Holiday shopping takes up a considerable amount of time between Thanksgiving and Christmas Day. Shoppers who scour in-store and online retailers in the hunt for the perfect gift annually spend hundreds of billions of dollars during such pursuits, and what they swipe when making purchases could go a long way toward how their new years begin.
Overreliance on credit cards to make holiday purchases can prove crippling once the calendar turns to January. According to an analysis of statistics from the Federal Reserve, the average household consumer debt in the United States was more than $15,700 as of June of 2015. That’s roughly one-tenth the average mortgage debt, suggesting that many consumers are relying too heavily on credit cards when making their purchases.
This holiday season, consumers concerned about swiping their credit cards too often can take the following steps to more effectively manage their credit.
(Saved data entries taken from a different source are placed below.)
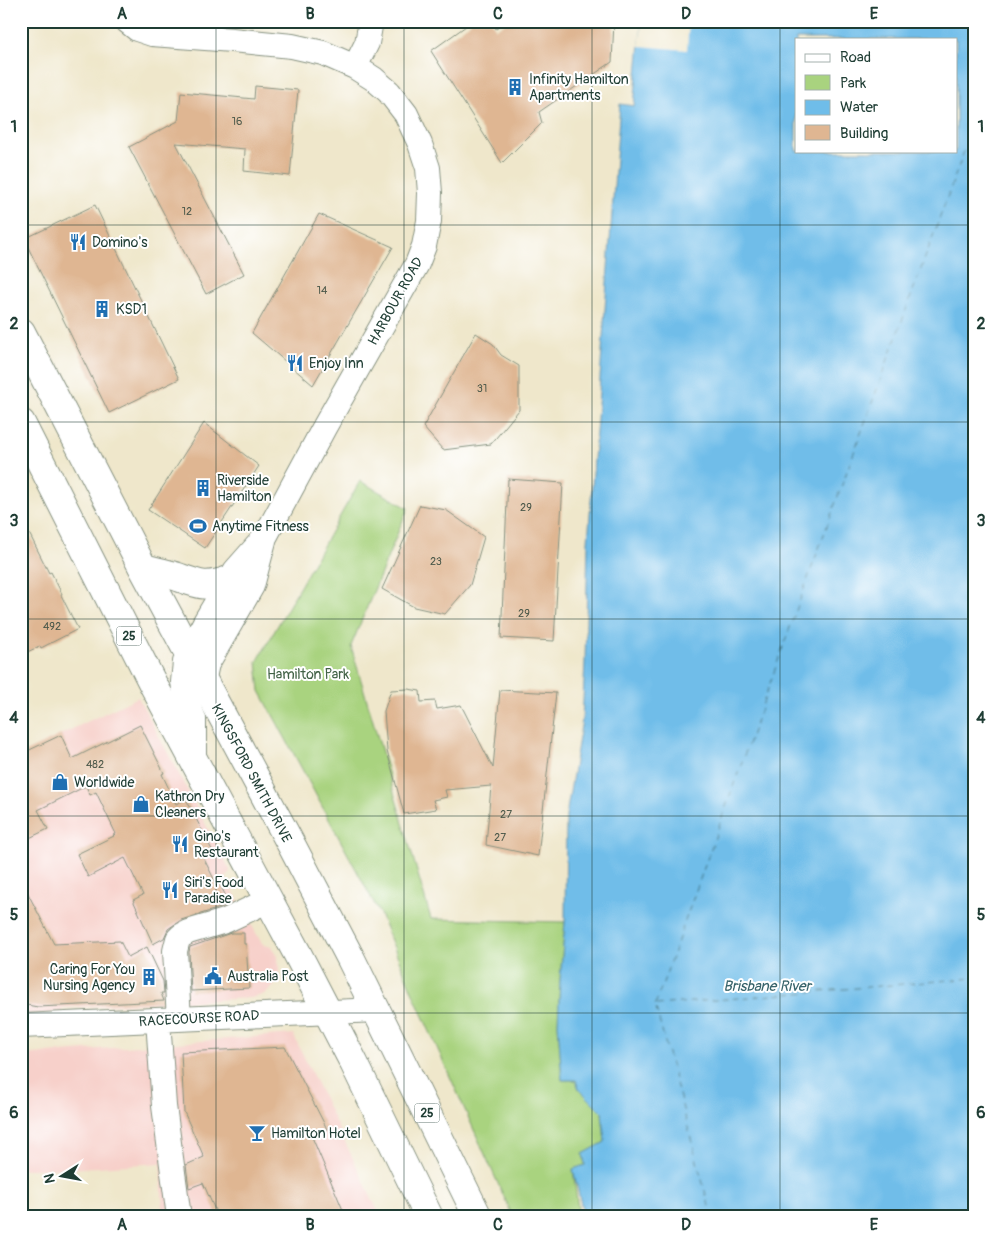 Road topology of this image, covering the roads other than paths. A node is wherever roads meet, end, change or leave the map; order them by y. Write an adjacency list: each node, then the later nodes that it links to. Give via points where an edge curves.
1 (127, 21): 3 (street, HARBOUR ROAD, via 152,34 292,46 323,53)
2 (371, 21): 3 (street, via 367,43)
3 (354, 67): 6 (street, HARBOUR ROAD, via 389,92 406,114 420,144 428,168 430,193 427,235 418,264)
4 (21, 332): 7 (highway, KINGSFORD SMITH DRIVE / 25)
5 (21, 423): 11 (highway, 25)
6 (265, 537): 8 (street, HARBOUR ROAD); 10 (street, HARBOUR ROAD, via 252,586 207,664)
7 (143, 568): 8 (highway, via 202,585); 9 (highway, KINGSFORD SMITH DRIVE / 25)
8 (229, 580): 9 (street, HARBOUR ROAD)
9 (188, 654): 10 (highway, KINGSFORD SMITH DRIVE / 25); 11 (street, HARBOUR ROAD, via 183,682 194,719)
10 (204, 682): 13 (highway, KINGSFORD SMITH DRIVE / 25)
11 (194, 761): 12 (highway, 25)
12 (269, 900): 14 (highway, 25); 15 (street, via 225,921 194,929 179,937)
13 (377, 1010): 14 (street, RACECOURSE ROAD); 19 (highway, KINGSFORD SMITH DRIVE / 25)
14 (328, 1012): 15 (street, RACECOURSE ROAD); 18 (highway, 25)
15 (169, 1020): 16 (street, RACECOURSE ROAD); 17 (street, via 164,1106)
16 (21, 1026)
17 (179, 1217)
18 (429, 1217)
19 (478, 1217)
· Know what you can afford. Swiping now and dealing with the consequences in January is a recipe for a rocky new year. In some cases, it can benefit consumers to make purchases with their credit cards as opposed to their debit cards. For instance, when making purchases online, it’s often safer to use a credit card rather than a debit card linked to your checking and savings accounts, as using the latter can make your life’s savings vulnerable to hackers. But don’t start swiping your credit cards until you know what you can afford. Examine your finances and only use your credit card if you know you can repay the balance before it incurs any interest. If you can’t pay the balance in full at the time the payment is due, use a debit card so you are only spending money you already have and not taking out what amounts to a high-interest loan on your holiday purchases.
· Resist retailer cards. When making in-store purchases, chances are the cashier will invite you to sign up for a retailer credit card, even offering an immediate discount if you do so at the registers. While this discount may seem too tempting to ignore, keep in mind that many retailer credit cards come with considerably higher interest fees on balances that are not paid off in full. So that discount at the register may end up costing you more money if you get to January and can’t pay the balance in its entirety.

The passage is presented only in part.